* Dataset excerpts:
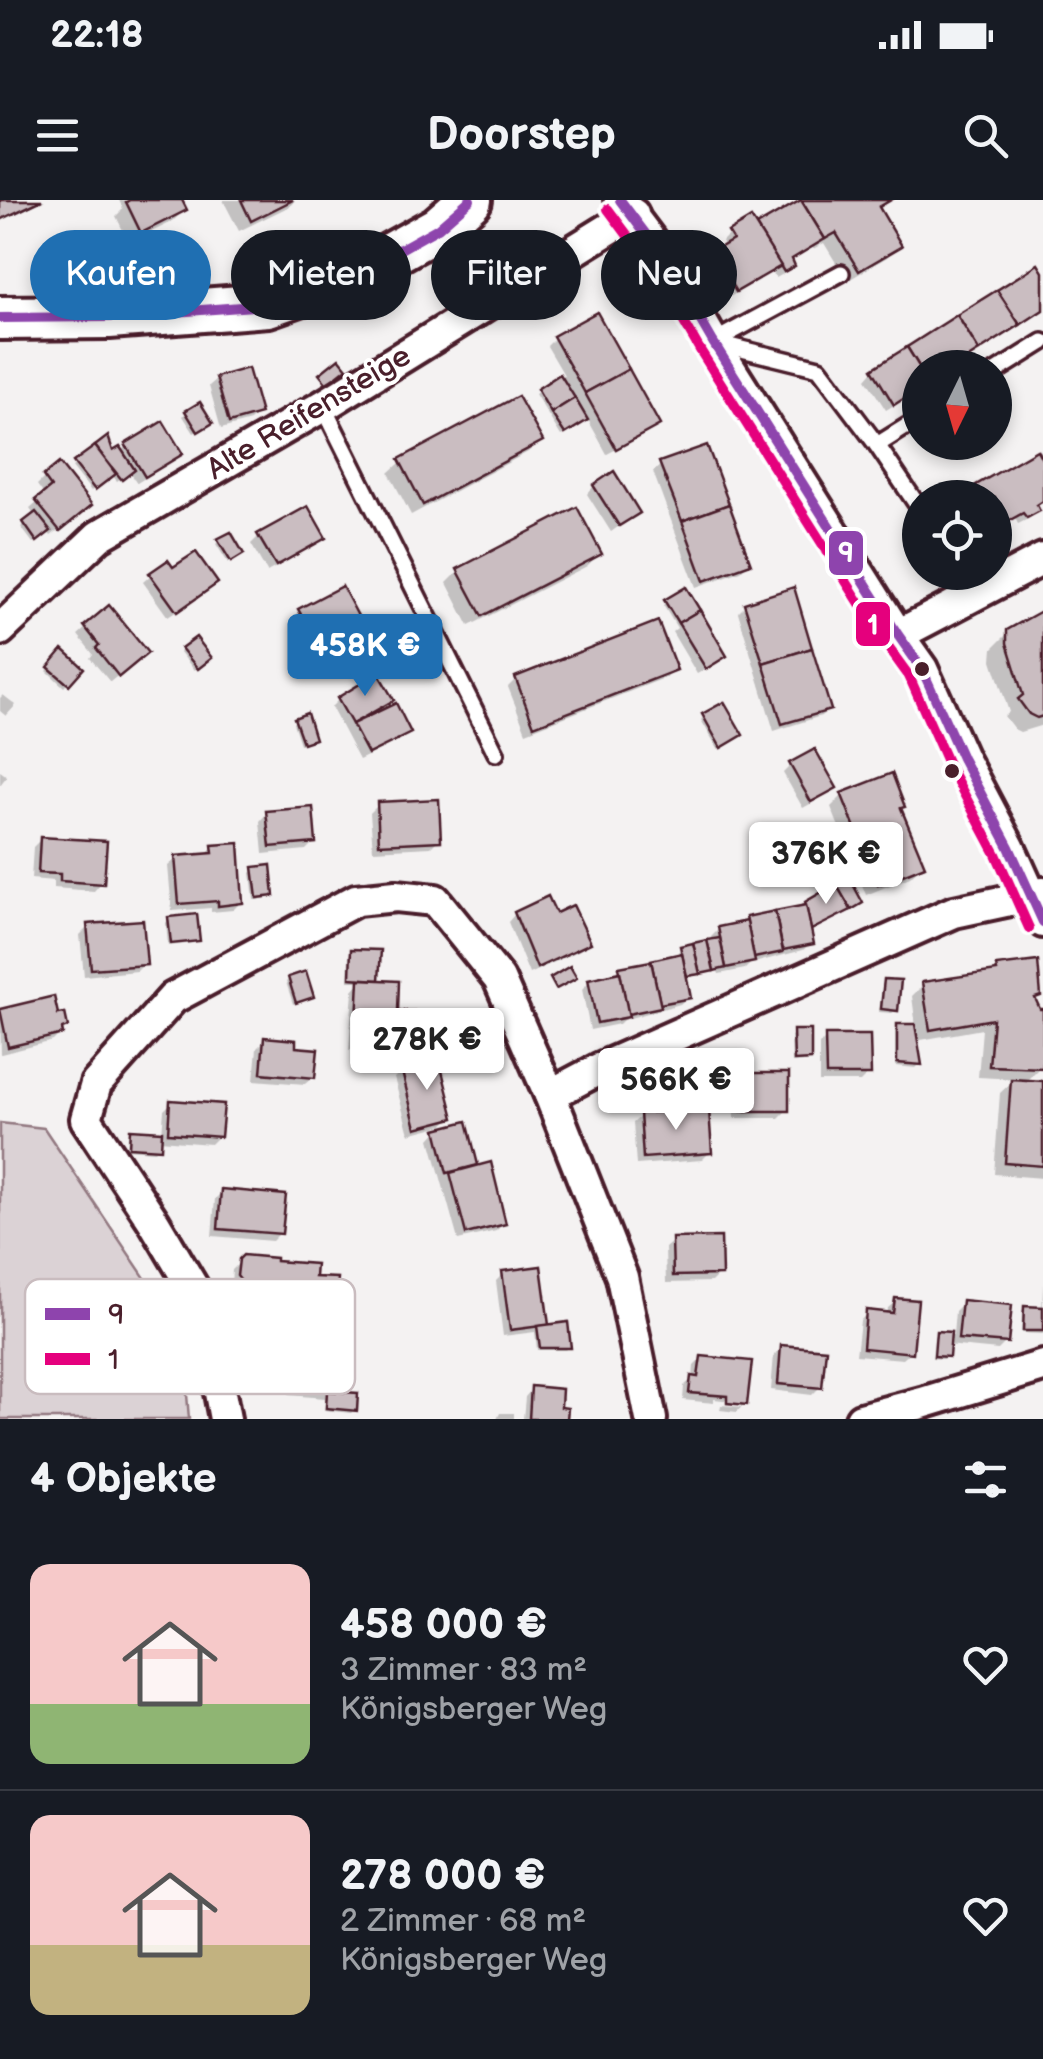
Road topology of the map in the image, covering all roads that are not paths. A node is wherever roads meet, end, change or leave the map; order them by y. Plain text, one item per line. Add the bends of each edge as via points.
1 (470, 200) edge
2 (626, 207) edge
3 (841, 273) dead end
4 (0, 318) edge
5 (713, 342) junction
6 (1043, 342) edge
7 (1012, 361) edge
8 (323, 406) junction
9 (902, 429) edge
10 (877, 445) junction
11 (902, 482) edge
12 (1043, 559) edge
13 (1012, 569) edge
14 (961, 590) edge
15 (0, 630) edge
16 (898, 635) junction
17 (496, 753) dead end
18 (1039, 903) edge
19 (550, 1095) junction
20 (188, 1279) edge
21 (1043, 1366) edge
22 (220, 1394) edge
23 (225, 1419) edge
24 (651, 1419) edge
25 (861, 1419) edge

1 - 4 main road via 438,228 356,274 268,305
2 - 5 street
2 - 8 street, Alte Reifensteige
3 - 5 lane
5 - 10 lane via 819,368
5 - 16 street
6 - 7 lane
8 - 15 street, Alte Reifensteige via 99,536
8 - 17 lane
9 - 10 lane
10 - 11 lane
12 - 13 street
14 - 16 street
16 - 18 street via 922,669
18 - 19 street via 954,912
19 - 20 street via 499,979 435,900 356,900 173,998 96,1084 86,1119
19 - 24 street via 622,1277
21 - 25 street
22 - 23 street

* What to produce:
When you copy the entries, keep every word exactly as it stands and drop any pictures.

* Answer box:
Road topology of the map in the image, covering all roads that are not paths. A node is wherever roads meet, end, change or leave the map; order them by y. Plain text, one item per line. Add the bends of each edge as via points.
1 (470, 200) edge
2 (626, 207) edge
3 (841, 273) dead end
4 (0, 318) edge
5 (713, 342) junction
6 (1043, 342) edge
7 (1012, 361) edge
8 (323, 406) junction
9 (902, 429) edge
10 (877, 445) junction
11 (902, 482) edge
12 (1043, 559) edge
13 (1012, 569) edge
14 (961, 590) edge
15 (0, 630) edge
16 (898, 635) junction
17 (496, 753) dead end
18 (1039, 903) edge
19 (550, 1095) junction
20 (188, 1279) edge
21 (1043, 1366) edge
22 (220, 1394) edge
23 (225, 1419) edge
24 (651, 1419) edge
25 (861, 1419) edge

1 - 4 main road via 438,228 356,274 268,305
2 - 5 street
2 - 8 street, Alte Reifensteige
3 - 5 lane
5 - 10 lane via 819,368
5 - 16 street
6 - 7 lane
8 - 15 street, Alte Reifensteige via 99,536
8 - 17 lane
9 - 10 lane
10 - 11 lane
12 - 13 street
14 - 16 street
16 - 18 street via 922,669
18 - 19 street via 954,912
19 - 20 street via 499,979 435,900 356,900 173,998 96,1084 86,1119
19 - 24 street via 622,1277
21 - 25 street
22 - 23 street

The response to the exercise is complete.